• Work item
Exactly reproduce each entry, leaving out nothing.

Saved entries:
------------------------------------------------------------------------

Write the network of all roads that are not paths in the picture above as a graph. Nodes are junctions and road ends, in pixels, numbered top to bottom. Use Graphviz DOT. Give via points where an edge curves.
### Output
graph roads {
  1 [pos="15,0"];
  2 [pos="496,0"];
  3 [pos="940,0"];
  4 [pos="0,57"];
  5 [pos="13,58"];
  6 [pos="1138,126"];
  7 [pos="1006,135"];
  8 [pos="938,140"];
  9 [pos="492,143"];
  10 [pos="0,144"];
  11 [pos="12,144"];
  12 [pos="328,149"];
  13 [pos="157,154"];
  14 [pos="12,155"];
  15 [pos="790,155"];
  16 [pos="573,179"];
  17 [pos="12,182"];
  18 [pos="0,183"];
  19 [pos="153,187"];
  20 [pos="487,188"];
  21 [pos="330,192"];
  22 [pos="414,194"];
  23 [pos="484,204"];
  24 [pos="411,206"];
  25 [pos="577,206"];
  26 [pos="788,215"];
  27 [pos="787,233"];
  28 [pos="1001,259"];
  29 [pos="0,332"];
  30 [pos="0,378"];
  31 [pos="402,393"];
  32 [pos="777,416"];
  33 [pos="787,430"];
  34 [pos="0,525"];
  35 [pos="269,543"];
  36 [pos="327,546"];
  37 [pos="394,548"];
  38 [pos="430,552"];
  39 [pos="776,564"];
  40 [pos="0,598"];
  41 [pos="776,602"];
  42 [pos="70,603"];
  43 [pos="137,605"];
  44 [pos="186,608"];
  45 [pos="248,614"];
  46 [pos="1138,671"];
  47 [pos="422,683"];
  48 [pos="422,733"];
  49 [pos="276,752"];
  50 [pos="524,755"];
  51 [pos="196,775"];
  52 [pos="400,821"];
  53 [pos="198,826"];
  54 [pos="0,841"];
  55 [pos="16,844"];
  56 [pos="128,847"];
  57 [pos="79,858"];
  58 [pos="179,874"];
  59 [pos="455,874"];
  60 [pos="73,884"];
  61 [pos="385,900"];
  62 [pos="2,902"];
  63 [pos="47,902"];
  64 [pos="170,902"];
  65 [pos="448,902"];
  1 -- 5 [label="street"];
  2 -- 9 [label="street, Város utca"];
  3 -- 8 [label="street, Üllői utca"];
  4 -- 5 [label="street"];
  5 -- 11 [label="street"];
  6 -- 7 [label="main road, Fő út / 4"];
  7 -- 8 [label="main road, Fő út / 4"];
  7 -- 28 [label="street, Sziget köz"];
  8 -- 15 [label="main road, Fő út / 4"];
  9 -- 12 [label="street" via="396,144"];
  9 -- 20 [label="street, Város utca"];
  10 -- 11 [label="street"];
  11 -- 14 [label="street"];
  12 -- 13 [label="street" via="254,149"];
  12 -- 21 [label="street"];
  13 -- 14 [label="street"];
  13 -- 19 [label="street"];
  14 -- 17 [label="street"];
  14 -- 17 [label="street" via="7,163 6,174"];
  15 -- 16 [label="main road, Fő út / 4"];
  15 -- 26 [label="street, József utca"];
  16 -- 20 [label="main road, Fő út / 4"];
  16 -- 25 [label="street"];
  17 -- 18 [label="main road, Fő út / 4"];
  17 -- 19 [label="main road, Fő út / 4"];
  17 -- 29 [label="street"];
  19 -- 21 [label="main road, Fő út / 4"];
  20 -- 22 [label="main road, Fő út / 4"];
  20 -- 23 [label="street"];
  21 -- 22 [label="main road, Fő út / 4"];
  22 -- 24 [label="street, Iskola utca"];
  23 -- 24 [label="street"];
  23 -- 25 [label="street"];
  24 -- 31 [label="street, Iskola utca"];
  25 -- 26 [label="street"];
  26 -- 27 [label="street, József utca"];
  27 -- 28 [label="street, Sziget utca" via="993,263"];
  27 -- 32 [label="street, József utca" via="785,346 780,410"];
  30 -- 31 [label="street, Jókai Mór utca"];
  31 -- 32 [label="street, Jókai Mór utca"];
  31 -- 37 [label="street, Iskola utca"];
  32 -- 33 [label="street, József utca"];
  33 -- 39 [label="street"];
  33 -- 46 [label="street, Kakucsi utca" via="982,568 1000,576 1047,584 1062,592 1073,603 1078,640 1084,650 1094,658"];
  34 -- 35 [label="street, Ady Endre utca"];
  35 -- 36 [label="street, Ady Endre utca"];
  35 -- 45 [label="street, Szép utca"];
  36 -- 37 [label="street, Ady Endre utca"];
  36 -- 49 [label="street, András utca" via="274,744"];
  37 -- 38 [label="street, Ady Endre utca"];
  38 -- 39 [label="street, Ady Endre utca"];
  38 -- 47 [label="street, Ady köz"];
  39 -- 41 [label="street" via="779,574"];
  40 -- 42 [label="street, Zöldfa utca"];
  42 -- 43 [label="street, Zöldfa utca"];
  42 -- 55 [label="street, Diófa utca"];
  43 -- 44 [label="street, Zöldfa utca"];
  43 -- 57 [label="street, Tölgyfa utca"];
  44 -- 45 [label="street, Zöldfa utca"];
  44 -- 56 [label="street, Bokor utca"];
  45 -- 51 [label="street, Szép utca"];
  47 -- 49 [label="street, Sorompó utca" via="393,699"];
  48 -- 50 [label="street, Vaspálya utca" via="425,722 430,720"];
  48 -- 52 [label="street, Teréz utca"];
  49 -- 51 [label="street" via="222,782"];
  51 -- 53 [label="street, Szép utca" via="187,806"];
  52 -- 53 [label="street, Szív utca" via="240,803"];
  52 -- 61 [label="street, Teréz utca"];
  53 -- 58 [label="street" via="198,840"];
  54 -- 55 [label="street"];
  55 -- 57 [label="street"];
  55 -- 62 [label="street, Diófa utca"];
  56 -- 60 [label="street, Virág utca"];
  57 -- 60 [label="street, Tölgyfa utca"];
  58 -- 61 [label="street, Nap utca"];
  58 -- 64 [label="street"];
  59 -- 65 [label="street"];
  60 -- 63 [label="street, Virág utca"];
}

------------------------------------------------------------------------

• Answer to the exercise
Write the network of all roads that are not paths in the picture above as a graph. Nodes are junctions and road ends, in pixels, numbered top to bottom. Use Graphviz DOT. Give via points where an edge curves.
### Output
graph roads {
  1 [pos="15,0"];
  2 [pos="496,0"];
  3 [pos="940,0"];
  4 [pos="0,57"];
  5 [pos="13,58"];
  6 [pos="1138,126"];
  7 [pos="1006,135"];
  8 [pos="938,140"];
  9 [pos="492,143"];
  10 [pos="0,144"];
  11 [pos="12,144"];
  12 [pos="328,149"];
  13 [pos="157,154"];
  14 [pos="12,155"];
  15 [pos="790,155"];
  16 [pos="573,179"];
  17 [pos="12,182"];
  18 [pos="0,183"];
  19 [pos="153,187"];
  20 [pos="487,188"];
  21 [pos="330,192"];
  22 [pos="414,194"];
  23 [pos="484,204"];
  24 [pos="411,206"];
  25 [pos="577,206"];
  26 [pos="788,215"];
  27 [pos="787,233"];
  28 [pos="1001,259"];
  29 [pos="0,332"];
  30 [pos="0,378"];
  31 [pos="402,393"];
  32 [pos="777,416"];
  33 [pos="787,430"];
  34 [pos="0,525"];
  35 [pos="269,543"];
  36 [pos="327,546"];
  37 [pos="394,548"];
  38 [pos="430,552"];
  39 [pos="776,564"];
  40 [pos="0,598"];
  41 [pos="776,602"];
  42 [pos="70,603"];
  43 [pos="137,605"];
  44 [pos="186,608"];
  45 [pos="248,614"];
  46 [pos="1138,671"];
  47 [pos="422,683"];
  48 [pos="422,733"];
  49 [pos="276,752"];
  50 [pos="524,755"];
  51 [pos="196,775"];
  52 [pos="400,821"];
  53 [pos="198,826"];
  54 [pos="0,841"];
  55 [pos="16,844"];
  56 [pos="128,847"];
  57 [pos="79,858"];
  58 [pos="179,874"];
  59 [pos="455,874"];
  60 [pos="73,884"];
  61 [pos="385,900"];
  62 [pos="2,902"];
  63 [pos="47,902"];
  64 [pos="170,902"];
  65 [pos="448,902"];
  1 -- 5 [label="street"];
  2 -- 9 [label="street, Város utca"];
  3 -- 8 [label="street, Üllői utca"];
  4 -- 5 [label="street"];
  5 -- 11 [label="street"];
  6 -- 7 [label="main road, Fő út / 4"];
  7 -- 8 [label="main road, Fő út / 4"];
  7 -- 28 [label="street, Sziget köz"];
  8 -- 15 [label="main road, Fő út / 4"];
  9 -- 12 [label="street" via="396,144"];
  9 -- 20 [label="street, Város utca"];
  10 -- 11 [label="street"];
  11 -- 14 [label="street"];
  12 -- 13 [label="street" via="254,149"];
  12 -- 21 [label="street"];
  13 -- 14 [label="street"];
  13 -- 19 [label="street"];
  14 -- 17 [label="street"];
  14 -- 17 [label="street" via="7,163 6,174"];
  15 -- 16 [label="main road, Fő út / 4"];
  15 -- 26 [label="street, József utca"];
  16 -- 20 [label="main road, Fő út / 4"];
  16 -- 25 [label="street"];
  17 -- 18 [label="main road, Fő út / 4"];
  17 -- 19 [label="main road, Fő út / 4"];
  17 -- 29 [label="street"];
  19 -- 21 [label="main road, Fő út / 4"];
  20 -- 22 [label="main road, Fő út / 4"];
  20 -- 23 [label="street"];
  21 -- 22 [label="main road, Fő út / 4"];
  22 -- 24 [label="street, Iskola utca"];
  23 -- 24 [label="street"];
  23 -- 25 [label="street"];
  24 -- 31 [label="street, Iskola utca"];
  25 -- 26 [label="street"];
  26 -- 27 [label="street, József utca"];
  27 -- 28 [label="street, Sziget utca" via="993,263"];
  27 -- 32 [label="street, József utca" via="785,346 780,410"];
  30 -- 31 [label="street, Jókai Mór utca"];
  31 -- 32 [label="street, Jókai Mór utca"];
  31 -- 37 [label="street, Iskola utca"];
  32 -- 33 [label="street, József utca"];
  33 -- 39 [label="street"];
  33 -- 46 [label="street, Kakucsi utca" via="982,568 1000,576 1047,584 1062,592 1073,603 1078,640 1084,650 1094,658"];
  34 -- 35 [label="street, Ady Endre utca"];
  35 -- 36 [label="street, Ady Endre utca"];
  35 -- 45 [label="street, Szép utca"];
  36 -- 37 [label="street, Ady Endre utca"];
  36 -- 49 [label="street, András utca" via="274,744"];
  37 -- 38 [label="street, Ady Endre utca"];
  38 -- 39 [label="street, Ady Endre utca"];
  38 -- 47 [label="street, Ady köz"];
  39 -- 41 [label="street" via="779,574"];
  40 -- 42 [label="street, Zöldfa utca"];
  42 -- 43 [label="street, Zöldfa utca"];
  42 -- 55 [label="street, Diófa utca"];
  43 -- 44 [label="street, Zöldfa utca"];
  43 -- 57 [label="street, Tölgyfa utca"];
  44 -- 45 [label="street, Zöldfa utca"];
  44 -- 56 [label="street, Bokor utca"];
  45 -- 51 [label="street, Szép utca"];
  47 -- 49 [label="street, Sorompó utca" via="393,699"];
  48 -- 50 [label="street, Vaspálya utca" via="425,722 430,720"];
  48 -- 52 [label="street, Teréz utca"];
  49 -- 51 [label="street" via="222,782"];
  51 -- 53 [label="street, Szép utca" via="187,806"];
  52 -- 53 [label="street, Szív utca" via="240,803"];
  52 -- 61 [label="street, Teréz utca"];
  53 -- 58 [label="street" via="198,840"];
  54 -- 55 [label="street"];
  55 -- 57 [label="street"];
  55 -- 62 [label="street, Diófa utca"];
  56 -- 60 [label="street, Virág utca"];
  57 -- 60 [label="street, Tölgyfa utca"];
  58 -- 61 [label="street, Nap utca"];
  58 -- 64 [label="street"];
  59 -- 65 [label="street"];
  60 -- 63 [label="street, Virág utca"];
}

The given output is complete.